El origen de la forma

Por Adrián Báez Ortega*
6/ene/18 16:52 PM
eldia.es
Imagen de un cerebro humano (izquierda) junto a una simulación informática generada al reproducir las fuerzas físicas que actúan en la superficie del cerebro (derecha). (Fuente: Nature Physics 12, 588–593.)/



El cuerpo humano está compuesto de unos diez billones de células, más de cien veces el número de estrellas en la Vía Láctea. Estas células no son todas idénticas, sino que se clasifican en unos ciento cincuenta tipos: por ejemplo, las células de la piel, del ojo y del cerebro son notablemente distintas entre sí, tanto en función como en estructura. Incluso dentro de un mismo tejido existen decenas de tipos celulares, cada uno con un papel diferente. Es ciertamente difícil imaginar que tan inmensa organización de unidades especializadas pueda haber surgido de una sola célula: el cigoto fertilizado formado tras la fusión de un óvulo y un espermatozoide. En los primeros días de desarrollo embrionario, este cigoto se multiplica para dar lugar a una esfera recubierta de una sola capa de células idénticas, llamada blástula; poco después, ésta se transforma en la gástrula, una estructura más compleja compuesta de múltiples capas, cada una de las cuales contiene tipo de células distinto. Las capas de la gástrula se desarrollan luego en los diferentes tejidos y órganos del embrión.
Entender el proceso completo por el cual las diferentes partes de un organismo, cada una formada por células especializadas con roles y estructuras específicas, se originan a partir de un grupo de células no diferenciadas es sin duda una de las más fascinantes cuestiones científicas. El nombre técnico de este proceso es morfogénesis, del griego morpho, ‘forma’, y genesis, ‘origen’: el origen de la forma.
Puede resultar sorprendente que la primera descripción de un mecanismo asociado con la morfogénesis no tuviera lugar hasta mediados del siglo pasado.
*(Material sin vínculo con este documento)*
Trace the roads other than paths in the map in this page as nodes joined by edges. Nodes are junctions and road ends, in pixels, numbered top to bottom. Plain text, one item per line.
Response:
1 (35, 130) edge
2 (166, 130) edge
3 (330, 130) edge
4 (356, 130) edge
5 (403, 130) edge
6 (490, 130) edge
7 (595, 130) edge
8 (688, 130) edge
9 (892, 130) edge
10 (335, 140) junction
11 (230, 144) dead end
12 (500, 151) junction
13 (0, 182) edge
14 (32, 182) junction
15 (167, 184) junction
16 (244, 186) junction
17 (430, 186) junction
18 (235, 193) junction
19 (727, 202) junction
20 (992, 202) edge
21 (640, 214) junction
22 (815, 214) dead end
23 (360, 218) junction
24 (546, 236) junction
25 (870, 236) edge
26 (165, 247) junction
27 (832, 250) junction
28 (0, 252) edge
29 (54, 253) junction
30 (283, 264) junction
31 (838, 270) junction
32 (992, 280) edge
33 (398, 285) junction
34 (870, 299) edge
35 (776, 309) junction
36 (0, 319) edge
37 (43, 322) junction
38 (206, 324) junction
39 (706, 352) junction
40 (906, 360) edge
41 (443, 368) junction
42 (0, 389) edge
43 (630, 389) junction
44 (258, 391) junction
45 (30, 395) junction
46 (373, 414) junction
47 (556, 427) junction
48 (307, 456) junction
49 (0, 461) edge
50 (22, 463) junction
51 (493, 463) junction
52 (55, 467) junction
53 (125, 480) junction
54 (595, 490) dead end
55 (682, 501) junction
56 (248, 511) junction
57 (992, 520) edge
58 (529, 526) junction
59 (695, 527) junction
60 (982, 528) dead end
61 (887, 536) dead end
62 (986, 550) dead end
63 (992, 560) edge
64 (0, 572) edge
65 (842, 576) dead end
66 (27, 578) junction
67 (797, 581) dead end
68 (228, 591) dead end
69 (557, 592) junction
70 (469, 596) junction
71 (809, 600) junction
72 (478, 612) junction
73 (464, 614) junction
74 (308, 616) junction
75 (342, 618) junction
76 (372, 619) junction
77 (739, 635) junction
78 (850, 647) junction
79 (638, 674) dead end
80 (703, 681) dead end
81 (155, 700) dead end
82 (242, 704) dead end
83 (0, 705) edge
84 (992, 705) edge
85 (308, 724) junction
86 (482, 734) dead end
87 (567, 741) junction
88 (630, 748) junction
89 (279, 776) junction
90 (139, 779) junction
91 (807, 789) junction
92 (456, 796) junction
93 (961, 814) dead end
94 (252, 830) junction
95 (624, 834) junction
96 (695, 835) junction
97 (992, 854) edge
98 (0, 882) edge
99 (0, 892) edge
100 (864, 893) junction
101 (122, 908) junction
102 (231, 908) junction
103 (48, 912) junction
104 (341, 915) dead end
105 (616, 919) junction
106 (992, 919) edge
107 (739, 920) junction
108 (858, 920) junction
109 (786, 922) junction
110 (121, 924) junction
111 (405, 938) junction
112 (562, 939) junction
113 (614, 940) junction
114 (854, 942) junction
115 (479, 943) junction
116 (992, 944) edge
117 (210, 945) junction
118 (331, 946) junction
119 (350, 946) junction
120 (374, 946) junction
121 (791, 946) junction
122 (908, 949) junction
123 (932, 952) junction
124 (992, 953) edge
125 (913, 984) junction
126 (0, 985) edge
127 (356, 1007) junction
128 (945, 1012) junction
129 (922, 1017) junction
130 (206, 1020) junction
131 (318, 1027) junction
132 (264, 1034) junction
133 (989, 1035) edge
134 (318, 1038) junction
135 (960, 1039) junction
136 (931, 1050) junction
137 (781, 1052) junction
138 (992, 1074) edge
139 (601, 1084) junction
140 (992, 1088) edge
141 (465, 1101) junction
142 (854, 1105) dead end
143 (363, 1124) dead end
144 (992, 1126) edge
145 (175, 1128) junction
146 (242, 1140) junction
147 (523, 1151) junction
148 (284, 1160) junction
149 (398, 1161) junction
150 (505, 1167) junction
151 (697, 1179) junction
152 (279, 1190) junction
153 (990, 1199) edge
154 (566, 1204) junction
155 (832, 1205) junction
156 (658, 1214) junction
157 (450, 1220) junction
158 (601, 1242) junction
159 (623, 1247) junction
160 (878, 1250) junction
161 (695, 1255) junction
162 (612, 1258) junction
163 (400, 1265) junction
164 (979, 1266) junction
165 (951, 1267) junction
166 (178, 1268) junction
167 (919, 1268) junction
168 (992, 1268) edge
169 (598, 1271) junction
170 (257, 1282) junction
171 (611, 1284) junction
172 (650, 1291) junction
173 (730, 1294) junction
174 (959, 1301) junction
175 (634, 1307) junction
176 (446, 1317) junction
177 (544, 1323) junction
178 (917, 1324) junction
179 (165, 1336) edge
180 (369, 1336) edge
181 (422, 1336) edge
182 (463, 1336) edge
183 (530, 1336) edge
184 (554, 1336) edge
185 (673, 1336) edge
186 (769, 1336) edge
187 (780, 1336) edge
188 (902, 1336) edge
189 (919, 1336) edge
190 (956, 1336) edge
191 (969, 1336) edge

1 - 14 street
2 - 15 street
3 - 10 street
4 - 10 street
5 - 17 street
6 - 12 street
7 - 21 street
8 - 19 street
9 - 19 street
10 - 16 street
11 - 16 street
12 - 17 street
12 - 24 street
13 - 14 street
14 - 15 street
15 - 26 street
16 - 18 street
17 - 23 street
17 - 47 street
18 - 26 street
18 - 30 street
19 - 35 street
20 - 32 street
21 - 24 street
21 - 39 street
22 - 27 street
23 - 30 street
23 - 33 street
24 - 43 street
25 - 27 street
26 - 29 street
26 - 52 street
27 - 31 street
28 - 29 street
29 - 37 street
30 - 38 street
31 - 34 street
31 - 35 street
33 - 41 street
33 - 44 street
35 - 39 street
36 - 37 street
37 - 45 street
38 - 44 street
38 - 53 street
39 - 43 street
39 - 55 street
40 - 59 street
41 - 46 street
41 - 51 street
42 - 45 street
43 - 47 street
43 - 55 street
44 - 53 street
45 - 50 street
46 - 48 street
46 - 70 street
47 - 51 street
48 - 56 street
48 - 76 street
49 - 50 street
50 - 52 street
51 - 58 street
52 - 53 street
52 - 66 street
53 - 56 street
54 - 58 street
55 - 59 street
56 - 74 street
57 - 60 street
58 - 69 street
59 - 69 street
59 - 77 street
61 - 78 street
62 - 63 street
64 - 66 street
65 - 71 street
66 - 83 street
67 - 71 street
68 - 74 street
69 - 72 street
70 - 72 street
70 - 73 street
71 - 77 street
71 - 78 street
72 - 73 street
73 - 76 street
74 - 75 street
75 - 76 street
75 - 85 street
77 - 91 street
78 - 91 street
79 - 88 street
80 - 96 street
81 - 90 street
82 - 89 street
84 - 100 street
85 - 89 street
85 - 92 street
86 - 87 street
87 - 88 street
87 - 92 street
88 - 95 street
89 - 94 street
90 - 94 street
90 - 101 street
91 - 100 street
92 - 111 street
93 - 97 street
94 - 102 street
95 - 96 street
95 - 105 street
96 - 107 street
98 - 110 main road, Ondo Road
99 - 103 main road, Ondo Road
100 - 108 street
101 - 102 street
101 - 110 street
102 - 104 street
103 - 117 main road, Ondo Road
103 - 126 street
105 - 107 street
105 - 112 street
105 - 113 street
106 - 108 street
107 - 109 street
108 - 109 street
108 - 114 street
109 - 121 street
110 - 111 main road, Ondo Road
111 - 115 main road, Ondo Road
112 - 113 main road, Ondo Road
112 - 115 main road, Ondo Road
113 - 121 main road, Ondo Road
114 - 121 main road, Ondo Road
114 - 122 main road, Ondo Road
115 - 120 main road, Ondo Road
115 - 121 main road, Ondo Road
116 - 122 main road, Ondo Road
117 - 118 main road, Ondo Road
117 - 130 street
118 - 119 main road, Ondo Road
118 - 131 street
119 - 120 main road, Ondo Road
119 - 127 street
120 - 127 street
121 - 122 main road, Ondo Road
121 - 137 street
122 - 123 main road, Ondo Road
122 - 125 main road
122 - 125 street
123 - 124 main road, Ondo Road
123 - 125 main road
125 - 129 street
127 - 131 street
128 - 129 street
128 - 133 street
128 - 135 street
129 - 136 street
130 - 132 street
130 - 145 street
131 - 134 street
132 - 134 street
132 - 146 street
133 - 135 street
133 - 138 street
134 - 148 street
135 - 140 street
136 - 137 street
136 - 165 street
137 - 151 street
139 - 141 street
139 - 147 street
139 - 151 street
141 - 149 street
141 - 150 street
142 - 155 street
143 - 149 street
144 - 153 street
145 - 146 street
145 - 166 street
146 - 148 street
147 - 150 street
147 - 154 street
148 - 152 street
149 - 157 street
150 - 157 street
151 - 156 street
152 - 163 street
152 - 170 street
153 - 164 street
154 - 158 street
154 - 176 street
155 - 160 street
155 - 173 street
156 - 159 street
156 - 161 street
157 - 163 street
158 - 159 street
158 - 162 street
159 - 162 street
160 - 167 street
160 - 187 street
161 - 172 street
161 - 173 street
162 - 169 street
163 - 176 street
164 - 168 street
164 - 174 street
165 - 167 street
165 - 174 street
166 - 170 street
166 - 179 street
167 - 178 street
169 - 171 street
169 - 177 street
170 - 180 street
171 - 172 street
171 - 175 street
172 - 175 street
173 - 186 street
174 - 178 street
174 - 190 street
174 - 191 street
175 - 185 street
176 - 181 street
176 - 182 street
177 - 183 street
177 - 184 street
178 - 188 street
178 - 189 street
No debiera sorprendernos, sin embargo, que tal avance fuera el producto de la excepcional mente del matemático Alan Turing, más conocido como “el padre de la informática”. En un artículo publicado en 1952, dos años antes de su prematura muerte, Turing propuso un sistema de sustancias químicas, denominadas morfógenos, el cual era capaz de explicar cómo ciertos patrones morfológicos se originan en los seres vivos.
Turing describió el modo en que este sistema evoluciona en el tiempo mediante una serie de reacciones y difusiones químicas, la cual genera una distribución espacial específica de dos señales químicas diferentes, una de ellas fomentando el crecimiento del tejido y la otra suprimiéndolo. El resultado es un patrón de crecimiento diferencial, en el que unos grupos de células se multiplican más rápido que otros, llevando a la creación de una forma en el tejido. Increíblemente, Turing predijo algunos de estos patrones de crecimiento décadas antes de que pudieran ser observados en el laboratorio.
El término morfógeno aún se emplea hoy en día para referirse a aquellas sustancias o moléculas que participan en la morfogénsis. Hoy sabemos que la forma en que muchos morfógenos funcionan es mediante la regulación de la diferenciación celular, es decir, el proceso por el cual una célula de un tipo genérico se transforma en una de un tipo más especializado. En particular, una familia de proteínas conocidas como factores de transcripción es fundamental para el proceso de diferenciación celular. Los factores de transcripción interactúan con el ADN celular, siendo capaces de activar o desactivar genes en la célula. En algunos casos, estos genes regulan, a su vez, la activación de otros genes, dando lugar a una red reguladora genética. En consecuencia, la acción de unos pocos factores de transcripción, o incluso de uno solo, puede conllevar efectos drásticos para el destino de la célula; por ejemplo, mediante la determinación de propiedades tan importantes como la habilidad de adherirse a otras células. Esto es especialmente cierto durante la que es quizá la fase más crucial en el desarrollo embrionario: el proceso por el cual la gástrula se desarrolla a partir de la bástula, conocido como gastrulación. Para dar lugar a la estructura multicapa de la gástrula, las células que componen la bástula necesitan desactivar temporalmente, por medio de factores de transcripción específicos, su capacidad de adherirse a las células vecinas. Tras esto, las células se desplazan a sus nuevas posiciones en la gástrula, donde recuperan sus capacidades adhesivas.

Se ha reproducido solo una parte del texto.